Alguien que me conoce bien me prometió que no iba a tardar en enamorarme de este cálido país. Motivos hay muchos: su cultura, su comida, sus encantadores pueblitos y paisajes y sus serviciales y simpáticas gentes. Después de seis meses viviendo aquí, he de darle la razón porque México es fascinante mire por donde se mire. De hecho, seré yo quien a partir de ahora insista en que merece la pena cruzar el charco y venir a conocerlo. Si al lector le gustan los contrastes, que no se lo piense más: México es su destino. El DF en concreto, que es donde yo he vivido, lo resumo con una frase que tomo prestada de mi hermana mejicana Diana Jiménez: “La Ciudad de México es un caos, pero un caos que funciona”, me aseguró aquel lejano 28 de julio en que, por primera vez, pisé suelo mejicano. Luego añadió: “te acostumbrarás, Sara”. Y vaya que si me he acostumbrado; no ha pasado un día sin que no lo recuerde con nostalgia. 


      Fue la familia de Diana quien, gracias a su generosidad, hizo posible que, en primera instancia, llegara a adaptarme al estilo de vida defeño. Me acogió como a una hija más en su casa y me brindó valiosos consejos para aprender a moverme en esta inabarcable megápolis. De nada sirve hacerse el aventado al principio porque todos los europeos requerimos de buenos consejos mientras experimentamos nuestro particular proceso de adaptación. En mi caso, me siento afortunada de poder apreciarlo, con la perspectiva del tiempo, ni especialmente largo ni especialmente complejo debido a que pude comunicarme efectivamente en mi propia lengua. La incertidumbre y miedos iniciales se me quitaron hablando, escuchando y observando. Por eso es que el idioma es una clara ventaja que tenemos los españoles frente al resto de europeos.

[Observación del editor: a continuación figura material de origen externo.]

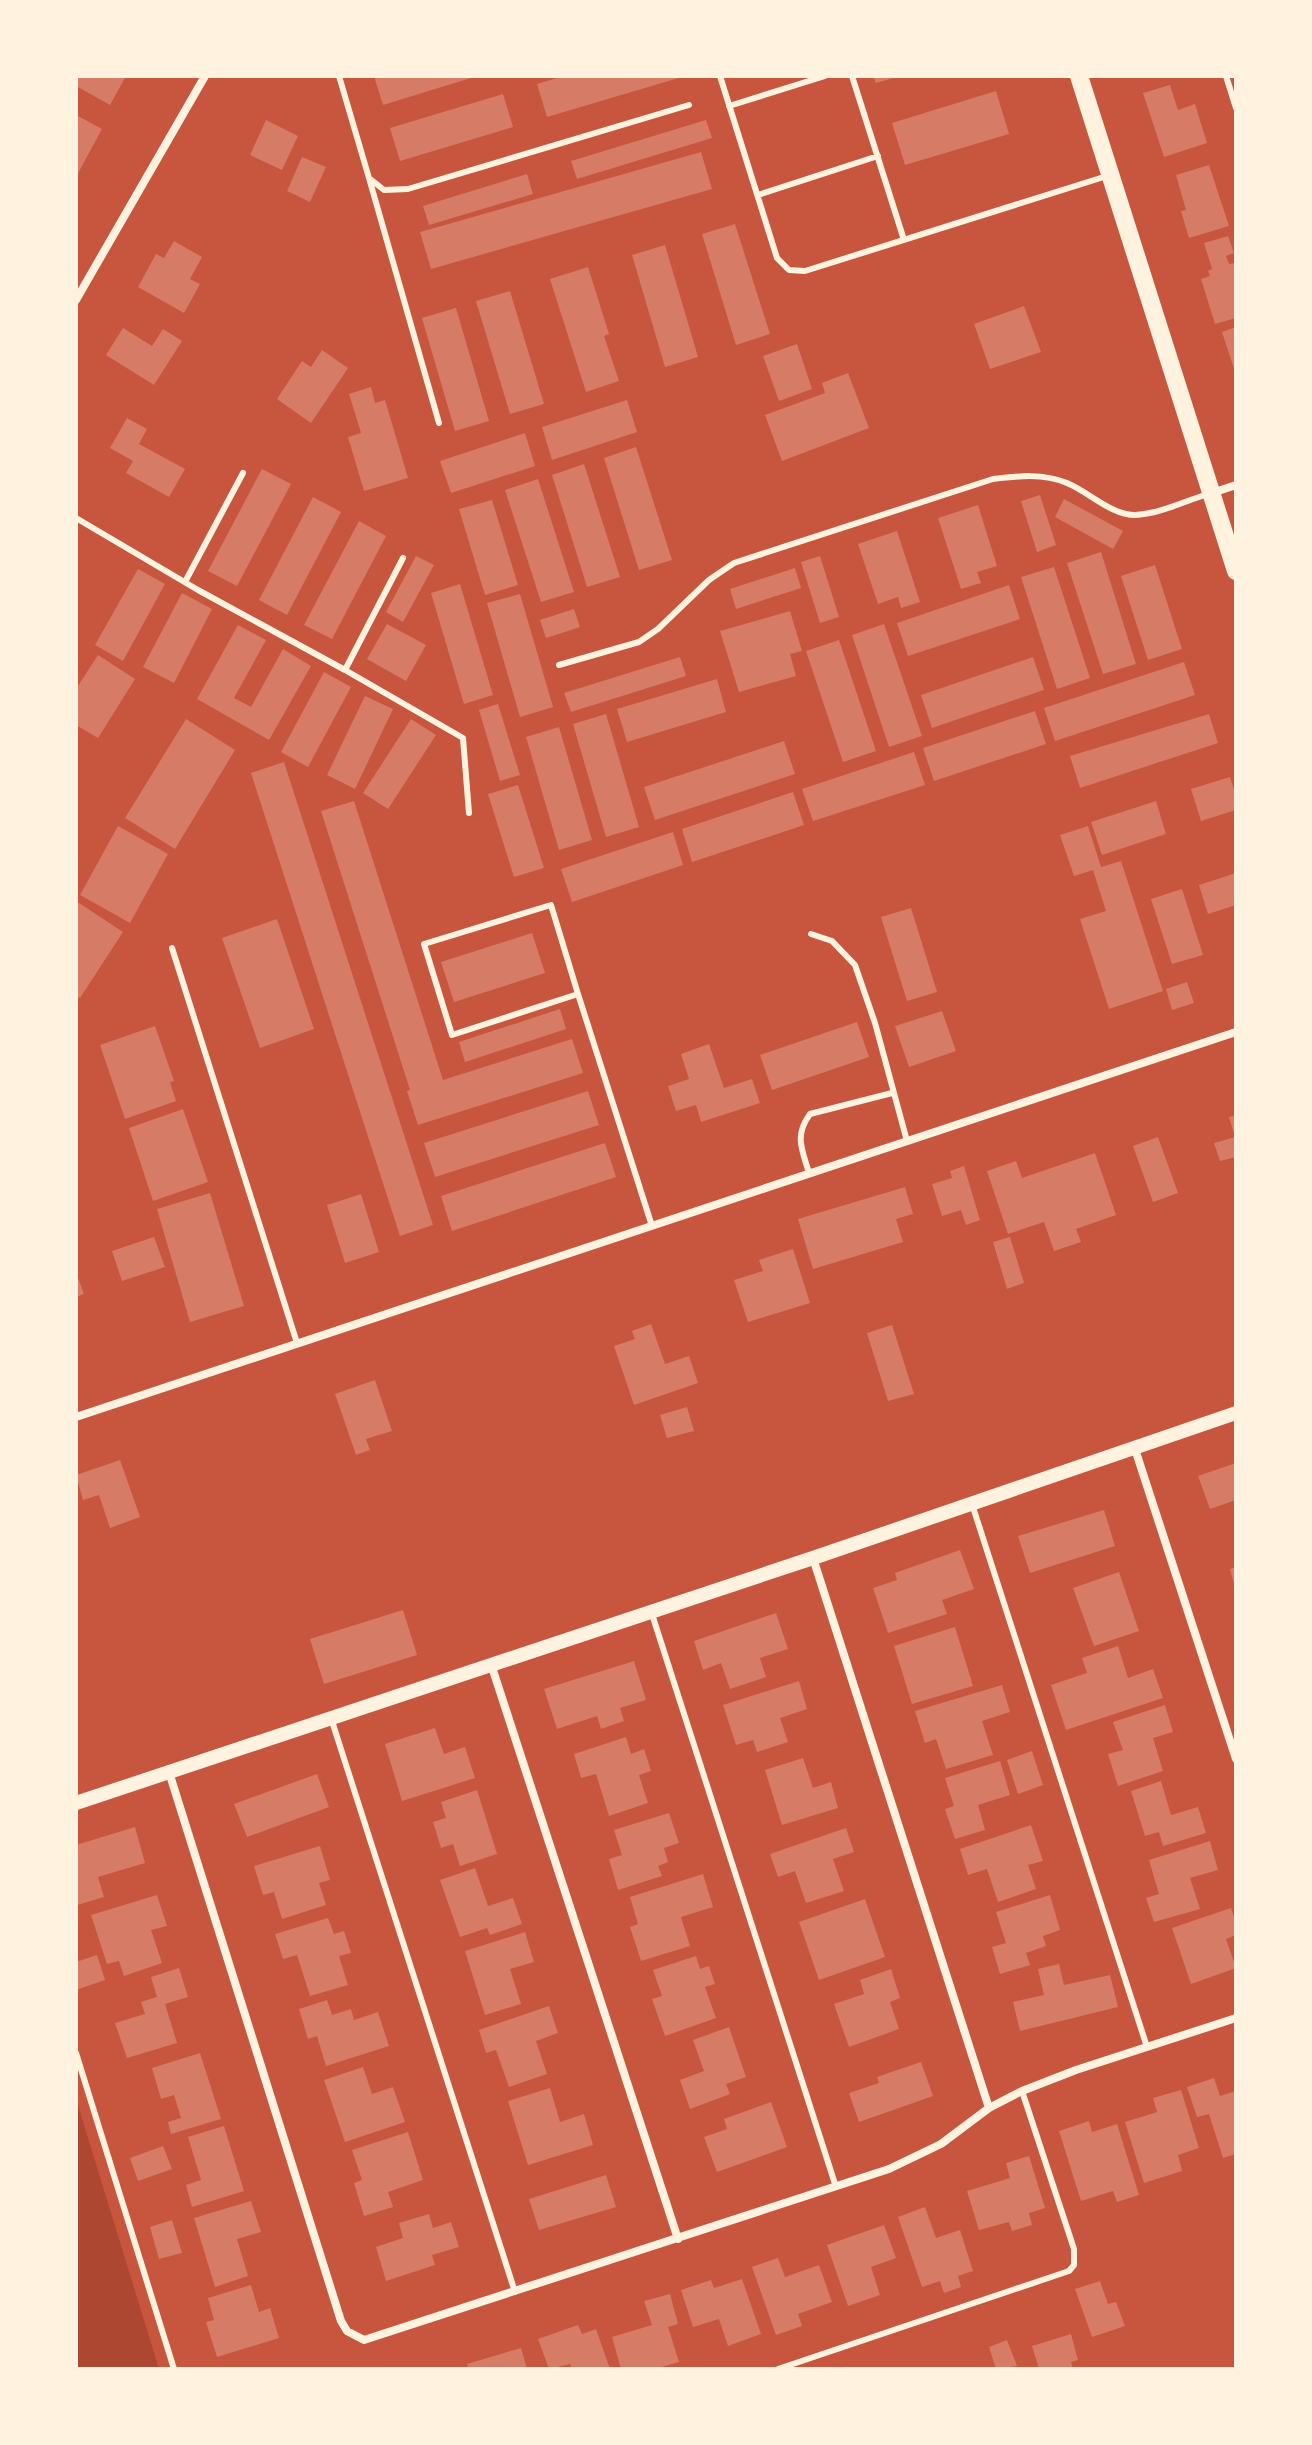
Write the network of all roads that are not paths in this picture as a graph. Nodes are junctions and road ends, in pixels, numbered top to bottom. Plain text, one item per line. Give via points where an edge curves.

      Desde mi propia experiencia, considero que el primer paso a dar para aclimatarse al DF consiste en librarse de los prejuicios. Conviene saber  que vivir otra realidad implica abandonar la comodidad de lo que resulta familiar. Es cierto que hay aspectos que, nosotros, los gapuchines (así nos llaman despectivamente a los españoles) no podemos ocultar. Nuestras facciones afiladas, nuestra tez  clarita (güera, en términos mejicanos) y el acento español inmediatamente nos delatan. Además, hay otra clase de aspectos que inexorables durante las dos primeras semanas. Uno es el jet lag, que nos convierte en zombies los primeros días y el otro es el archiconocido mal de Moctezuma, que nos obliga a frecuentar el lavabo más de lo que quisiéramos dado que nuestros debiluchos estómagos europeos no asimilan bien la comida picante. A los asturianos les adelanto que es conveniente que contemplen los factores mar y altitud porque la Ciudad de México está a cuatro horas en coche de la costa más cercana y a 2250 metros de altitud.  Ante esto, lamentablemente, poco podemos hacer. Sin embargo, está probado que hay situaciones indeseables que podemos prevenir enfrentando el día a día con una actitud abierta y confiada, lo que no debe confundirse con una actitud imprudente. De hecho, resulta más imprudente ir por la calle pensando en que nos van a asaltar en cualquier esquina que ir aparentemente seguro, despreocupado. Obviamente, es necesario escuchar y tomar nota de las recomendaciones de los lugareños en cuanto a la seguridad pues existen en el DF zonas peligrosas como mercados y lugares aislados o mal iluminados donde abundan los rateros. También hay niños con cara de angelitos entrenados para robar, al igual que no faltan hombres dispuestos a acosar a las mujeres en los transportes públicos… Pero ¿quién se sorprende por esto? En todas las grandes ciudades la exposición a estas contingencias es notablemente mayor ¿no? Concedo que el grado de violencia de México no es comparable con el de España así es que el quid de la cuestión radica en estar un poco más alerta de lo normal, en no pecar de ingenuo y en  aplicar el famoso dicho que reza “donde fueres haz lo que vieres”. Este es el primero y el más importante de los aprendizajes. 


La locura del DF


Desplazarse de un lugar a otro en el DF es una auténtica locura. Representa un deporte de alto riesgo susceptible de afectar a la integridad física y psíquica del individuo que se lo proponga. Pone a prueba tanto los reflejos como la paciencia. Me serviré de tres motivos para argumentar esta afirmación. 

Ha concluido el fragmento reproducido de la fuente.